Data records
▬▬▬▬▬▬
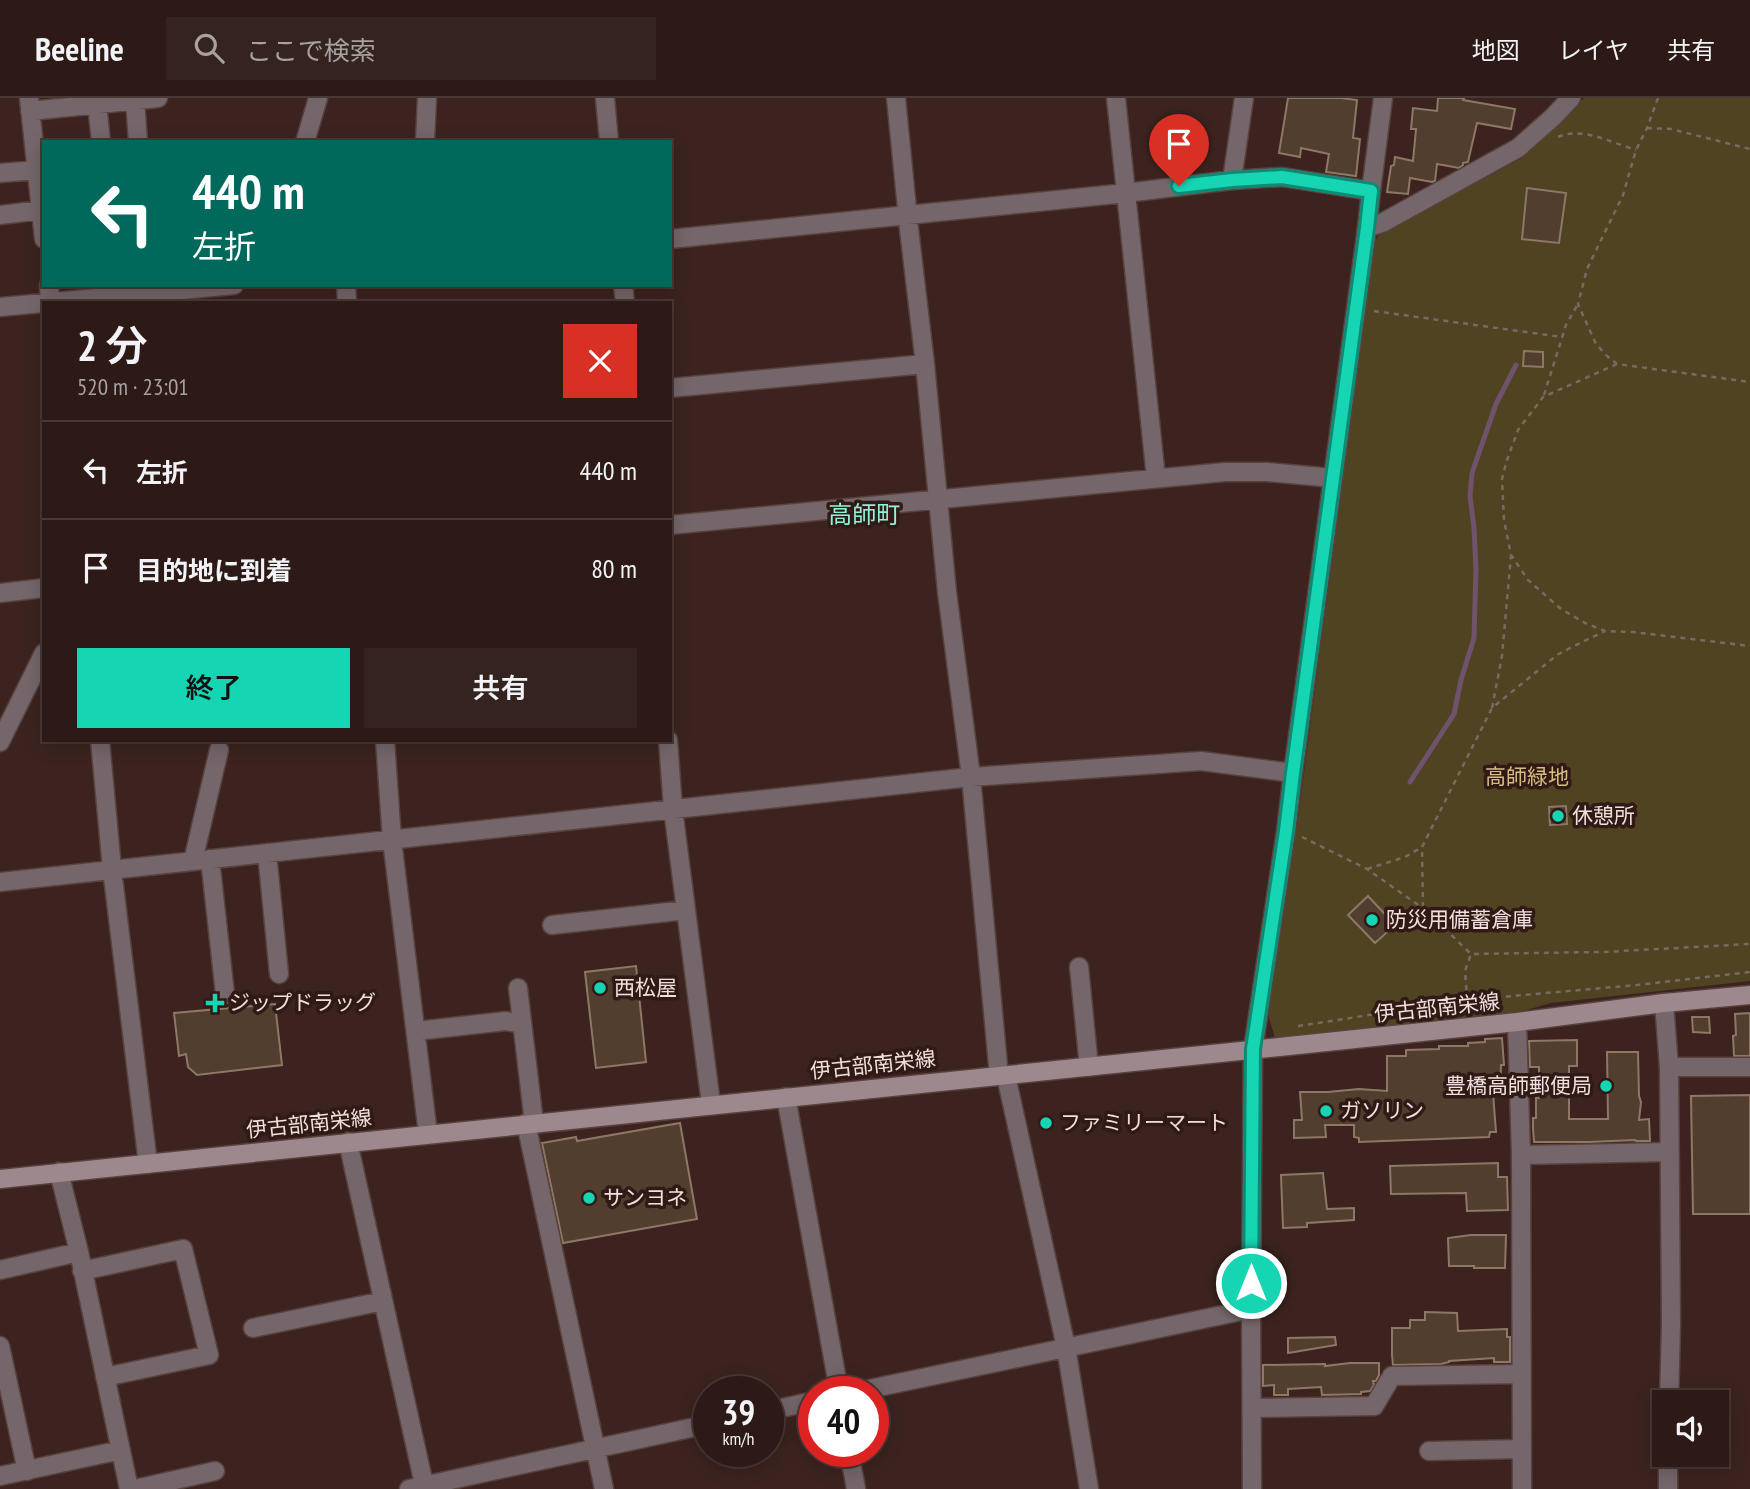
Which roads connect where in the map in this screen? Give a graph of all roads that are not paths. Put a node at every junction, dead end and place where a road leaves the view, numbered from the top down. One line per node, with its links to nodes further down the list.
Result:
1 (158, 98): 10 (street)
2 (318, 98): 15 (street)
3 (427, 98): 16 (street)
4 (605, 98): 17 (street)
5 (897, 98): 25 (street)
6 (1116, 98): 22 (street)
7 (1244, 98): 20 (street)
8 (1383, 98): 21 (street)
9 (1571, 98): 27 (street)
10 (135, 100): 11 (street); 14 (street)
11 (97, 104): 12 (street); 13 (street)
12 (30, 105): 18 (street)
13 (102, 140)
14 (138, 140)
15 (306, 140)
16 (425, 140)
17 (609, 140)
18 (36, 170): 19 (street); 23 (street)
19 (0, 173)
20 (1232, 180): 21 (street); 22 (street)
21 (1371, 191): 27 (street)
22 (1126, 193): 25 (street); 35 (street)
23 (41, 211): 24 (street); 26 (street)
24 (0, 215)
25 (908, 215): 28 (street); 33 (street)
26 (42, 220)
27 (1367, 228): 36 (street)
28 (672, 239)
29 (230, 287): 30 (street)
30 (212, 295): 31 (street)
31 (50, 296): 32 (street)
32 (0, 307)
33 (925, 364): 34 (street); 37 (street)
34 (672, 388)
35 (1156, 478): 36 (street); 37 (street)
36 (1333, 478): 47 (street)
37 (938, 499): 38 (street); 48 (street)
38 (672, 525)
39 (42, 588): 40 (street)
40 (0, 593)
41 (42, 657): 42 (street)
42 (0, 742)
43 (100, 742): 53 (street)
44 (385, 742): 50 (street)
45 (667, 742): 49 (street)
46 (219, 750): 52 (street)
47 (1293, 773): 48 (street); 66 (street)
48 (971, 777): 49 (street); 70 (street)
49 (673, 809): 50 (street); 55 (street)
50 (392, 840): 51 (street); 65 (street)
51 (267, 853): 52 (street); 58 (street)
52 (201, 860): 53 (street); 60 (street)
53 (112, 869): 54 (street); 78 (street)
54 (0, 881)
55 (686, 910): 56 (street); 72 (street)
56 (552, 925)
57 (1079, 967): 67 (street)
58 (279, 974)
59 (518, 988): 64 (street)
60 (225, 994)
61 (1750, 995): 62 (main road, 伊古部南栄線)
62 (1664, 1003): 63 (main road, 伊古部南栄線); 69 (street)
63 (1517, 1022): 66 (main road, 伊古部南栄線); 77 (street)
64 (522, 1024): 65 (street); 73 (street)
65 (416, 1031): 74 (street)
66 (1253, 1049): 67 (main road, 伊古部南栄線); 85 (street)
67 (1089, 1067): 70 (main road, 伊古部南栄線)
68 (1750, 1067): 69 (street)
69 (1669, 1068): 76 (street)
70 (1002, 1076): 71 (main road, 伊古部南栄線); 88 (street)
71 (786, 1097): 72 (main road, 伊古部南栄線); 90 (street)
72 (711, 1104): 73 (main road, 伊古部南栄線)
73 (530, 1123): 74 (main road, 伊古部南栄線); 96 (street)
74 (428, 1134): 75 (main road, 伊古部南栄線)
75 (348, 1142): 78 (main road, 伊古部南栄線); 84 (street)
76 (1669, 1152): 77 (street); 93 (street)
77 (1521, 1155): 89 (street)
78 (148, 1164): 79 (main road, 伊古部南栄線)
79 (59, 1172): 80 (main road, 伊古部南栄線); 81 (street)
80 (0, 1178)
81 (79, 1252): 82 (street); 83 (street)
82 (0, 1270)
83 (82, 1271): 91 (street); 91 (street)
84 (383, 1301): 86 (street); 105 (street)
85 (1251, 1309): 88 (street); 94 (street)
86 (253, 1328)
87 (0, 1346): 102 (street)
88 (1066, 1347): 92 (street); 110 (street)
89 (1520, 1374): 94 (street); 97 (street)
90 (836, 1376)
91 (105, 1377): 98 (street)
92 (889, 1385)
93 (1669, 1390)
94 (1252, 1408): 111 (street)
95 (693, 1427): 96 (street)
96 (595, 1448): 105 (street); 108 (street)
97 (1521, 1449): 99 (street); 112 (street)
98 (121, 1450): 102 (street); 106 (street)
99 (1429, 1451)
100 (852, 1467): 109 (street)
101 (1668, 1467): 113 (street)
102 (27, 1471): 104 (street)
103 (215, 1471): 107 (street)
104 (0, 1476)
105 (419, 1488)
106 (129, 1489)
107 (135, 1489)
108 (604, 1489)
109 (856, 1489)
110 (1089, 1489)
111 (1252, 1489)
112 (1522, 1489)
113 (1668, 1489)

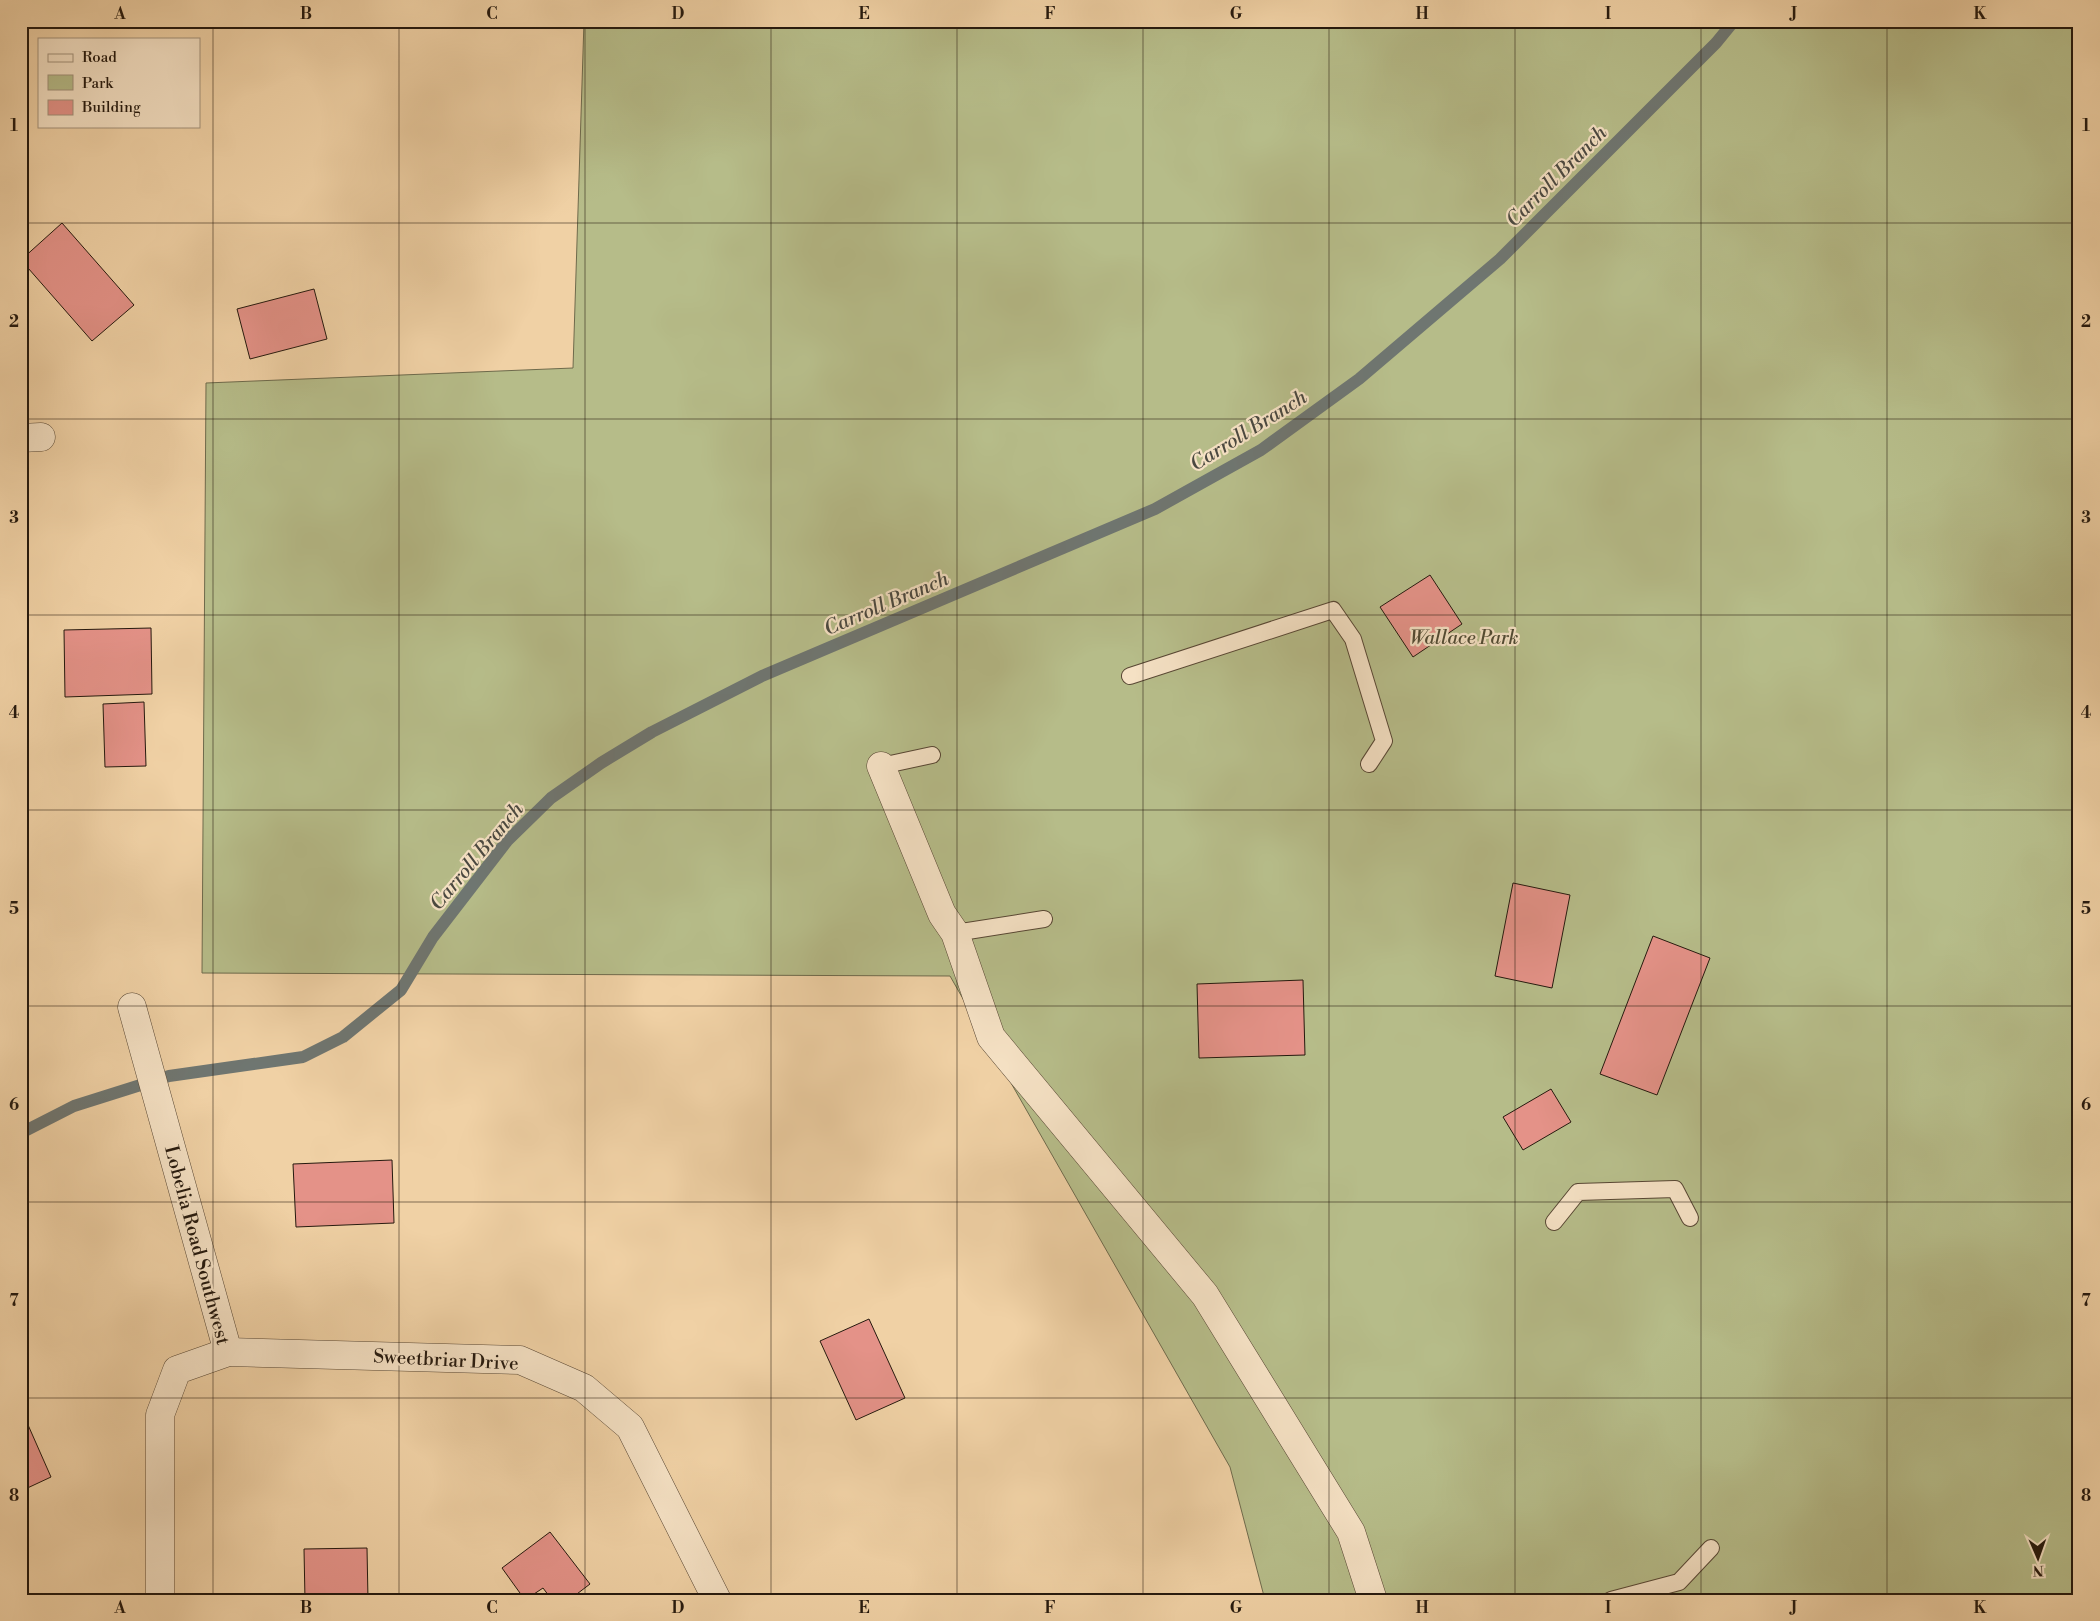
▬▬▬▬▬▬
### Task brief:
Please write out all the entries above exactly, but leave out the pictures.

### Written solution:
Which roads connect where in the map in this screen? Give a graph of all roads that are not paths. Put a node at every junction, dead end and place where a road leaves the view, numbered from the top down. One line per node, with its links to nodes further down the list.
Result:
1 (158, 98): 10 (street)
2 (318, 98): 15 (street)
3 (427, 98): 16 (street)
4 (605, 98): 17 (street)
5 (897, 98): 25 (street)
6 (1116, 98): 22 (street)
7 (1244, 98): 20 (street)
8 (1383, 98): 21 (street)
9 (1571, 98): 27 (street)
10 (135, 100): 11 (street); 14 (street)
11 (97, 104): 12 (street); 13 (street)
12 (30, 105): 18 (street)
13 (102, 140)
14 (138, 140)
15 (306, 140)
16 (425, 140)
17 (609, 140)
18 (36, 170): 19 (street); 23 (street)
19 (0, 173)
20 (1232, 180): 21 (street); 22 (street)
21 (1371, 191): 27 (street)
22 (1126, 193): 25 (street); 35 (street)
23 (41, 211): 24 (street); 26 (street)
24 (0, 215)
25 (908, 215): 28 (street); 33 (street)
26 (42, 220)
27 (1367, 228): 36 (street)
28 (672, 239)
29 (230, 287): 30 (street)
30 (212, 295): 31 (street)
31 (50, 296): 32 (street)
32 (0, 307)
33 (925, 364): 34 (street); 37 (street)
34 (672, 388)
35 (1156, 478): 36 (street); 37 (street)
36 (1333, 478): 47 (street)
37 (938, 499): 38 (street); 48 (street)
38 (672, 525)
39 (42, 588): 40 (street)
40 (0, 593)
41 (42, 657): 42 (street)
42 (0, 742)
43 (100, 742): 53 (street)
44 (385, 742): 50 (street)
45 (667, 742): 49 (street)
46 (219, 750): 52 (street)
47 (1293, 773): 48 (street); 66 (street)
48 (971, 777): 49 (street); 70 (street)
49 (673, 809): 50 (street); 55 (street)
50 (392, 840): 51 (street); 65 (street)
51 (267, 853): 52 (street); 58 (street)
52 (201, 860): 53 (street); 60 (street)
53 (112, 869): 54 (street); 78 (street)
54 (0, 881)
55 (686, 910): 56 (street); 72 (street)
56 (552, 925)
57 (1079, 967): 67 (street)
58 (279, 974)
59 (518, 988): 64 (street)
60 (225, 994)
61 (1750, 995): 62 (main road, 伊古部南栄線)
62 (1664, 1003): 63 (main road, 伊古部南栄線); 69 (street)
63 (1517, 1022): 66 (main road, 伊古部南栄線); 77 (street)
64 (522, 1024): 65 (street); 73 (street)
65 (416, 1031): 74 (street)
66 (1253, 1049): 67 (main road, 伊古部南栄線); 85 (street)
67 (1089, 1067): 70 (main road, 伊古部南栄線)
68 (1750, 1067): 69 (street)
69 (1669, 1068): 76 (street)
70 (1002, 1076): 71 (main road, 伊古部南栄線); 88 (street)
71 (786, 1097): 72 (main road, 伊古部南栄線); 90 (street)
72 (711, 1104): 73 (main road, 伊古部南栄線)
73 (530, 1123): 74 (main road, 伊古部南栄線); 96 (street)
74 (428, 1134): 75 (main road, 伊古部南栄線)
75 (348, 1142): 78 (main road, 伊古部南栄線); 84 (street)
76 (1669, 1152): 77 (street); 93 (street)
77 (1521, 1155): 89 (street)
78 (148, 1164): 79 (main road, 伊古部南栄線)
79 (59, 1172): 80 (main road, 伊古部南栄線); 81 (street)
80 (0, 1178)
81 (79, 1252): 82 (street); 83 (street)
82 (0, 1270)
83 (82, 1271): 91 (street); 91 (street)
84 (383, 1301): 86 (street); 105 (street)
85 (1251, 1309): 88 (street); 94 (street)
86 (253, 1328)
87 (0, 1346): 102 (street)
88 (1066, 1347): 92 (street); 110 (street)
89 (1520, 1374): 94 (street); 97 (street)
90 (836, 1376)
91 (105, 1377): 98 (street)
92 (889, 1385)
93 (1669, 1390)
94 (1252, 1408): 111 (street)
95 (693, 1427): 96 (street)
96 (595, 1448): 105 (street); 108 (street)
97 (1521, 1449): 99 (street); 112 (street)
98 (121, 1450): 102 (street); 106 (street)
99 (1429, 1451)
100 (852, 1467): 109 (street)
101 (1668, 1467): 113 (street)
102 (27, 1471): 104 (street)
103 (215, 1471): 107 (street)
104 (0, 1476)
105 (419, 1488)
106 (129, 1489)
107 (135, 1489)
108 (604, 1489)
109 (856, 1489)
110 (1089, 1489)
111 (1252, 1489)
112 (1522, 1489)
113 (1668, 1489)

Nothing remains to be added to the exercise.